NAME
Parse::PerlConfig - parse a configuration file written in Perl
SYNOPSIS
use Parse::PerlConfig;
my $parsed = Parse::PerlConfig::parse(
File => "/etc/perlapp/conf",
Handlers => [\%config, \&config],
);
DESCRIPTION
This module is useful for parsing a configuration file written in Perl and obtaining the values defined therein. This is achieved through the parse() function, which creates a namespace, reads in Perl code, evals it, and then examines the namespace's symbol table. Symbols are then processed into a hash and returned.
Export
The parse() function is exportable upon request.
Parsing
Parsing is not a simple do("filename"). Instead the filenames specified are opened, read, eval'd, and closed. The justification for this being twofold:
- no @INC search
-
I did not want surprises in what file was found; do("file") searches @INC.
- lexicals
-
I wanted to be able to insert lexicals for the code in the file to see. Being able to define variables without having them parsed back out (remember, the namespace is searched) is a nice feature.
Parsing (in this manner) requires a namespace. By default, the namespace is constructed by appending Namespace_Base to a unique identifier (currently, an encoded version of the filename, but don't rely on this). You can override this behaviour by specifying an explicit Namespace argument.

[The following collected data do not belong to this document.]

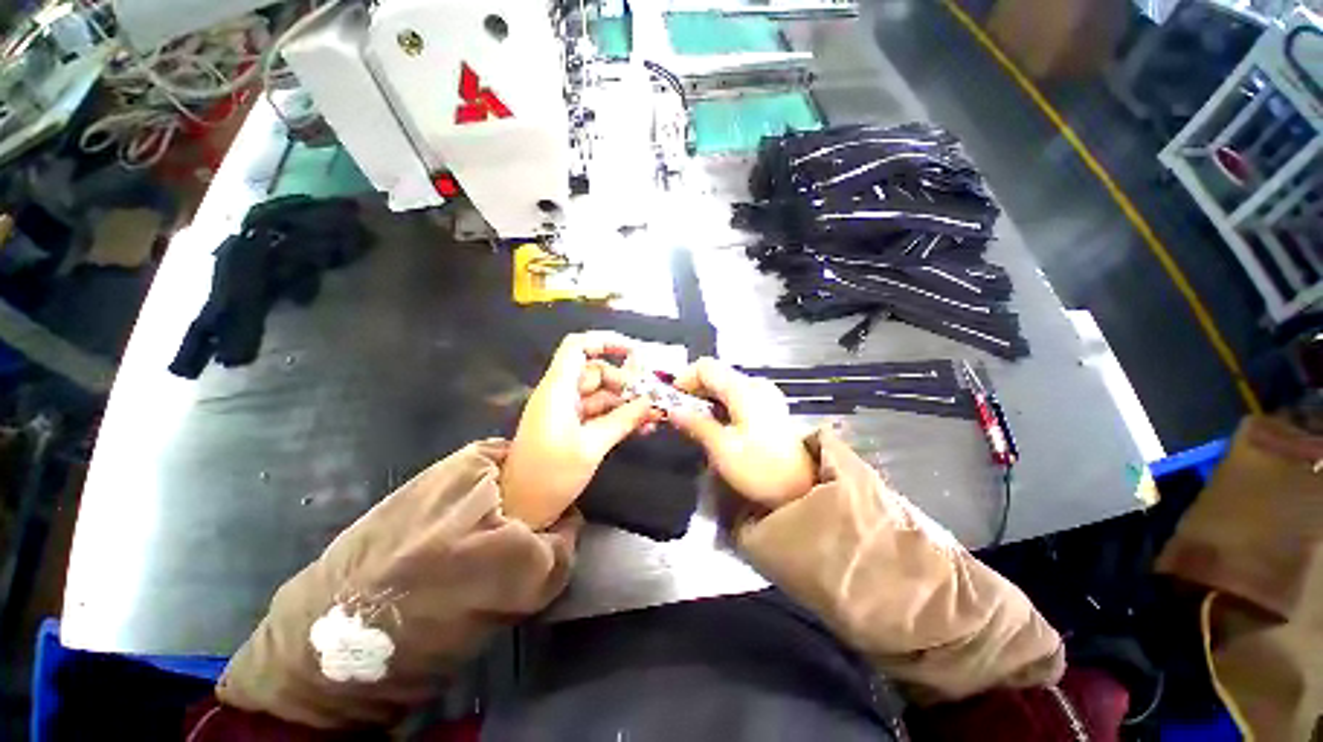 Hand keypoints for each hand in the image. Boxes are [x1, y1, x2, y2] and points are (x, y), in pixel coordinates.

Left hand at [502, 332, 660, 528]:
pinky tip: (641, 427)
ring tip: (652, 418)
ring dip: (627, 402)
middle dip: (626, 383)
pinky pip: (601, 413)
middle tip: (652, 400)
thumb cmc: (550, 475)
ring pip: (602, 394)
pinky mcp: (572, 427)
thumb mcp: (591, 447)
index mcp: (558, 389)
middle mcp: (562, 394)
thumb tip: (651, 401)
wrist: (521, 509)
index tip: (634, 352)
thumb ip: (623, 420)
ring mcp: (567, 411)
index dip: (605, 342)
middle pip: (597, 372)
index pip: (577, 347)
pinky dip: (619, 416)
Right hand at [669, 358, 815, 508]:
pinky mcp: (768, 407)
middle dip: (693, 390)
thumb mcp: (723, 449)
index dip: (684, 379)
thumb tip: (673, 411)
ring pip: (725, 385)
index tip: (671, 400)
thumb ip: (696, 424)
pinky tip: (716, 425)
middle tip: (680, 414)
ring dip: (706, 399)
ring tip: (694, 422)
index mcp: (743, 389)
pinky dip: (720, 405)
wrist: (803, 488)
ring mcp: (764, 394)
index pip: (705, 367)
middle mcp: (755, 384)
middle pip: (715, 374)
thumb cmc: (761, 468)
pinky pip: (736, 396) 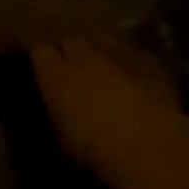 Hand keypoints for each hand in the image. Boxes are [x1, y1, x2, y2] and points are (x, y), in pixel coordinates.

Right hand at [30, 39, 187, 188]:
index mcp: (55, 73)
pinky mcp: (148, 60)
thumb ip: (57, 112)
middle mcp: (83, 55)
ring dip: (98, 48)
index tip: (42, 67)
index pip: (39, 49)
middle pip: (70, 39)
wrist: (148, 144)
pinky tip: (133, 75)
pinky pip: (132, 52)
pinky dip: (128, 60)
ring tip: (101, 65)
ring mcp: (117, 53)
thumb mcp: (62, 137)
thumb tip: (58, 107)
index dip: (41, 56)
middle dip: (69, 49)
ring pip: (102, 38)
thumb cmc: (94, 149)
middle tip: (71, 67) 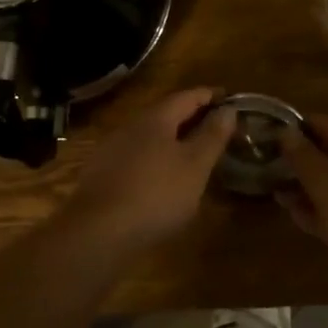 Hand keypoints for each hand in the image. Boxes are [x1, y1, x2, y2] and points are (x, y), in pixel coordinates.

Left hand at [63, 88, 235, 250]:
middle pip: (166, 112)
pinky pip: (137, 155)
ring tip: (193, 150)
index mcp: (155, 118)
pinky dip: (156, 157)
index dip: (210, 95)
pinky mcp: (102, 173)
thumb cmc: (156, 193)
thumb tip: (228, 108)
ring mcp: (112, 149)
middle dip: (191, 116)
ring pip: (150, 135)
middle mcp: (131, 126)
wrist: (97, 231)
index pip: (187, 96)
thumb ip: (212, 135)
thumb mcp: (195, 165)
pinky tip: (162, 175)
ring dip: (173, 137)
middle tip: (215, 125)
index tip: (229, 98) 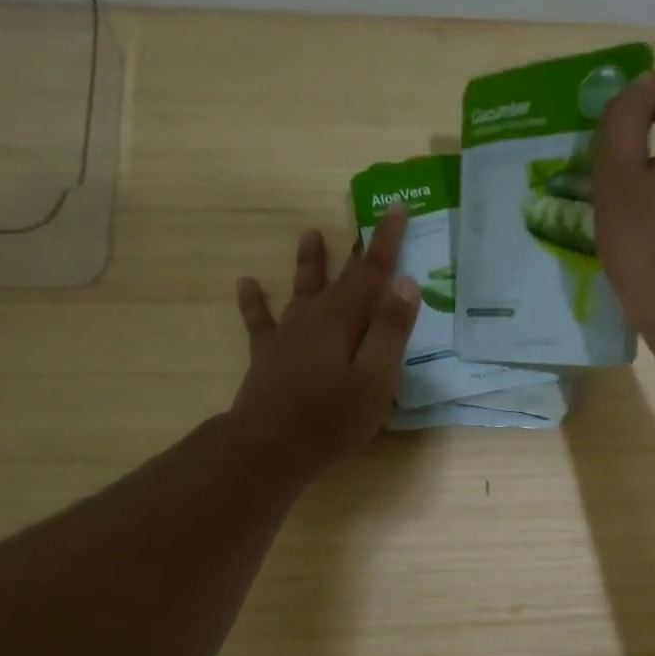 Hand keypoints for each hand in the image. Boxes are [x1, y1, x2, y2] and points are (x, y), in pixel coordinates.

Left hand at [228, 208, 419, 484]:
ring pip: (301, 290)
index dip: (386, 241)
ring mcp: (287, 336)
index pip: (372, 272)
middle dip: (357, 249)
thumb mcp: (375, 379)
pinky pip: (260, 321)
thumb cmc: (331, 418)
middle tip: (363, 218)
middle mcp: (314, 318)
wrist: (269, 447)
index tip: (396, 208)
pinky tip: (247, 283)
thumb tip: (407, 282)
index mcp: (344, 320)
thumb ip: (390, 331)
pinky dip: (254, 302)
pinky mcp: (267, 356)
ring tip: (310, 234)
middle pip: (340, 277)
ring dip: (308, 263) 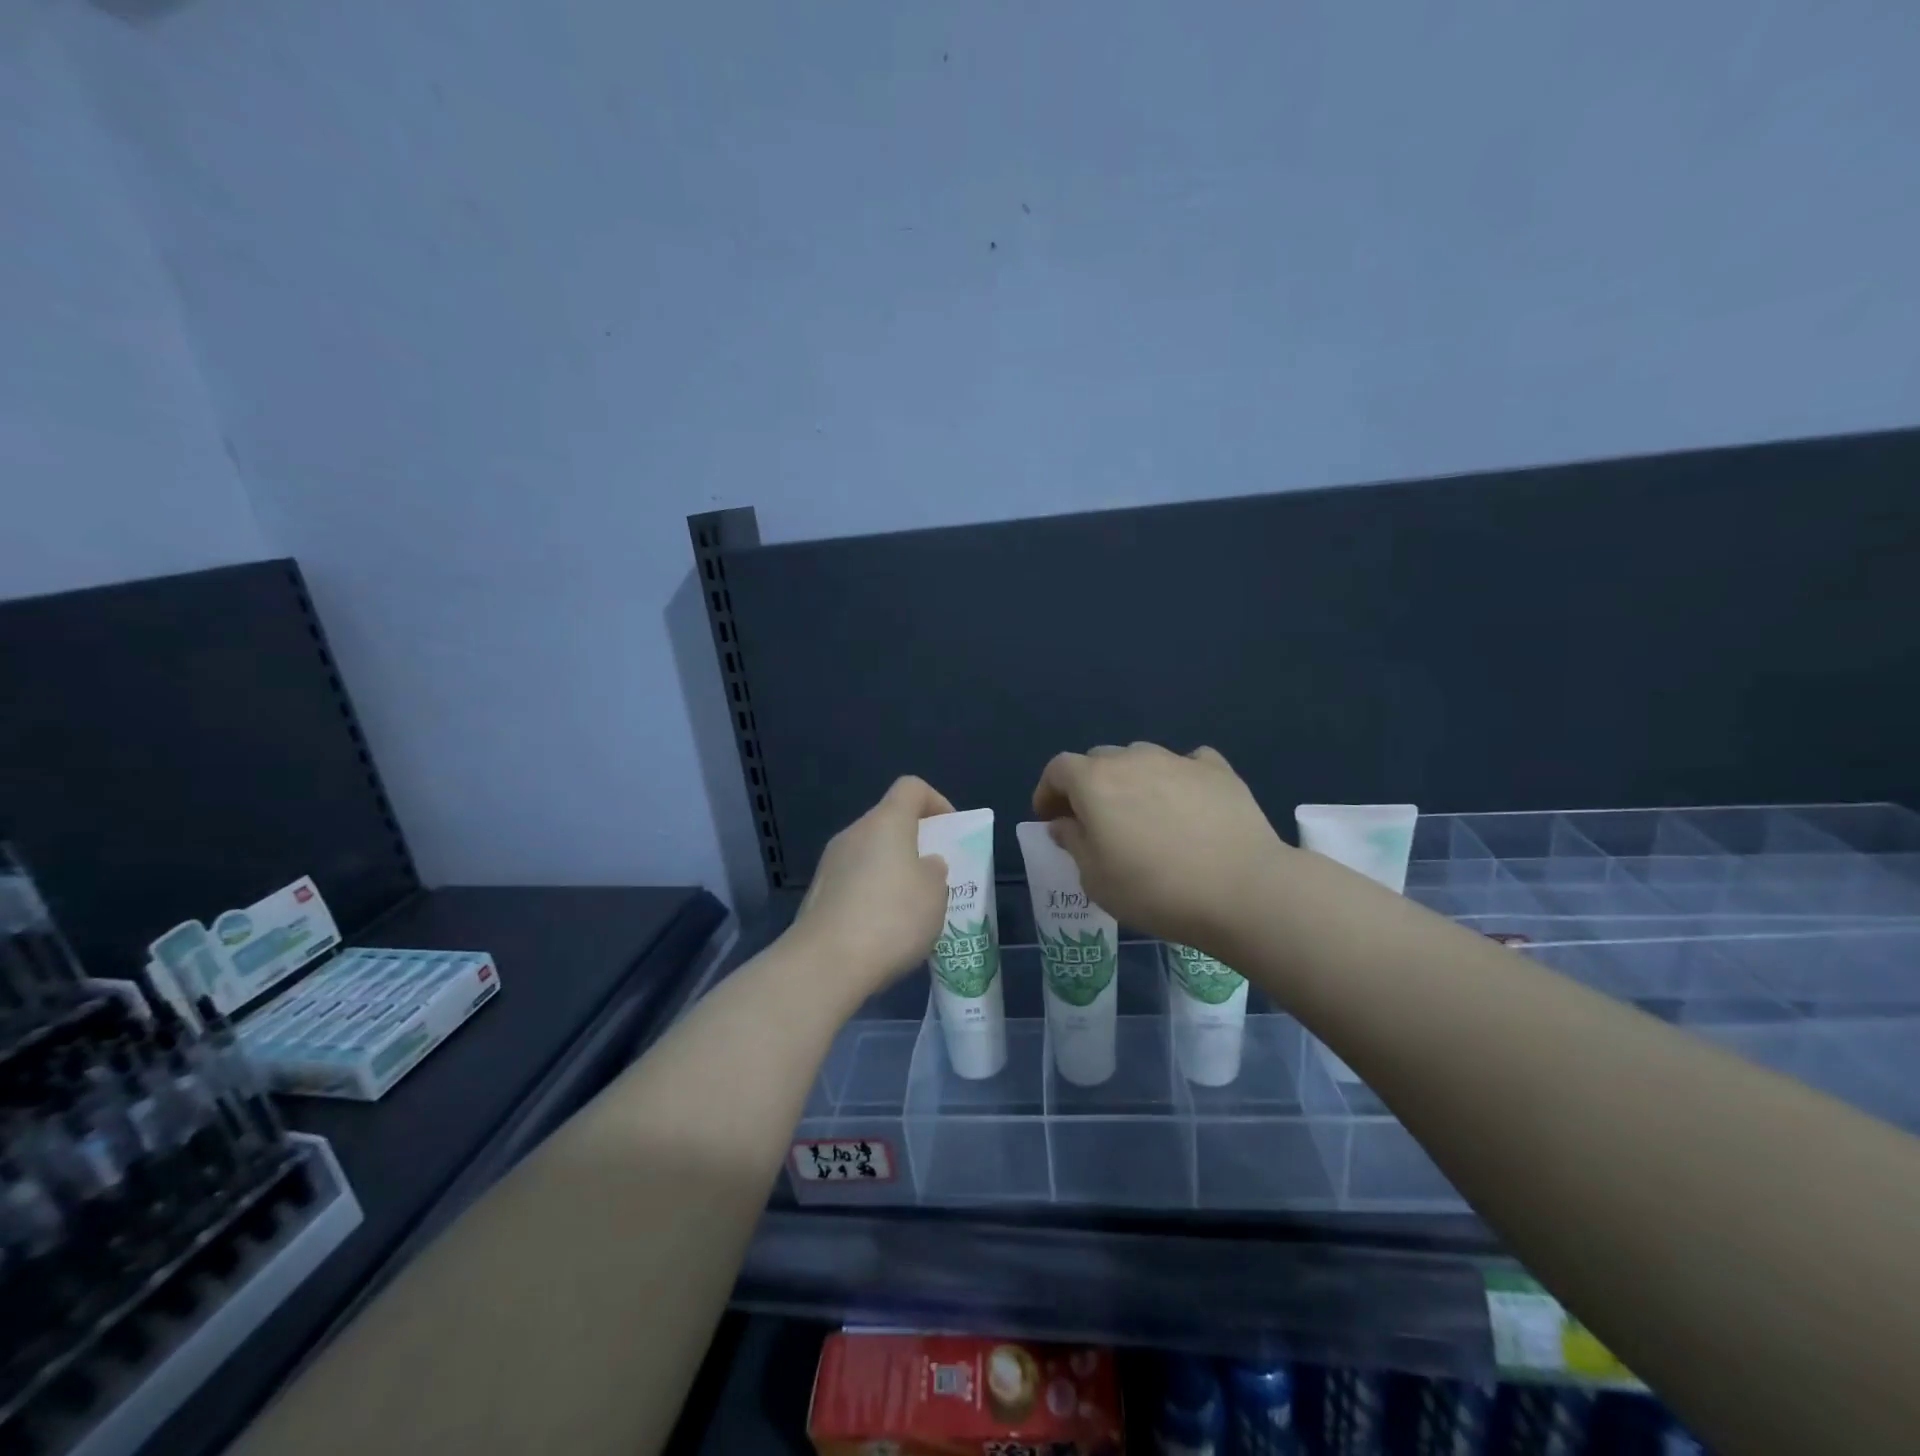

Prior to eval'ing the contents of a configuration file the lexical hash %parse_perl_config is initialized with several keys (documented below); if a Lexicals argument was given each of the lexicals specified are initialized.
There are a few caveats; lexicals specified in the Lexicals argument cannot override %parse_perl_config; keys specified in Lexicals cannot be code references, because code references cannot currently be reliably reconstructed; modifications to %parse_perl_config keys (other than Error, documented below) are discouraged, as the results are not defined.
The %parse_perl_config hash contains the following keys:
- Error
-
Making this key a true value will cause the error handler Error_eval to be called with the value.
- Namespace
-
The namespace the file is being evaluated in.
- Filename
-
The name of the file being parsed.
- Parse_Args
-
A hash of the arguments passed to parse().
Once the namespace has been setup, and the code eval'd, it is then parse()'s job to go through the namespace's symbol table and look for "things". What it looks for depends on the Thing_Order and Symbols arguments.
After that, handlers are updated, and a hash reference of what was parsed out is returned.
The parse subroutine
Arguments
parse() takes a list of key-value pairs as its arguments and adds them to an argument hash. If the first argument to parse() is a hash or array reference, it is dereferenced and used as if it were specified as a list. All elements following this argument are added to the arguments hash, and they override any settings specified by the reference.
This means the call:
parse(
{ Files => "/home/me/config.conf", Error_default => 'fwarn' },
Files => "/home/you/config.conf"
);
causes parse()'s argument hash to consist of the following (ignoring default settings):
Files => "/home/you/config.conf",
Error_default => "fwarn",
Simply replace the braces, {}, with brackets, [], and you get the same result. This makes it convenient to store commonly-used arguments to parse() in a hash or array, and efficiently pass these arguments to parse(), while still allowing a seperate Files argument for each call.
The below itemization of parse()'s arguments describes key-value pairs. Each item consists of a key name and a description of the expected value for that key.
The value description requires some explanation.
A single pipe, "|", indicates alternative values; only one of the values must be specified.
Values bracketed with "<" and ">" indicate that value is not literal, but figurative. So, in the case of <coderef>, you must specify a code reference (a closure or reference to a named subroutine), not the literal string "<coderef>". Values without such bracketing are literal.
Braces, {}, indicate a hash reference is required; brackets, [], indicate an array reference is required.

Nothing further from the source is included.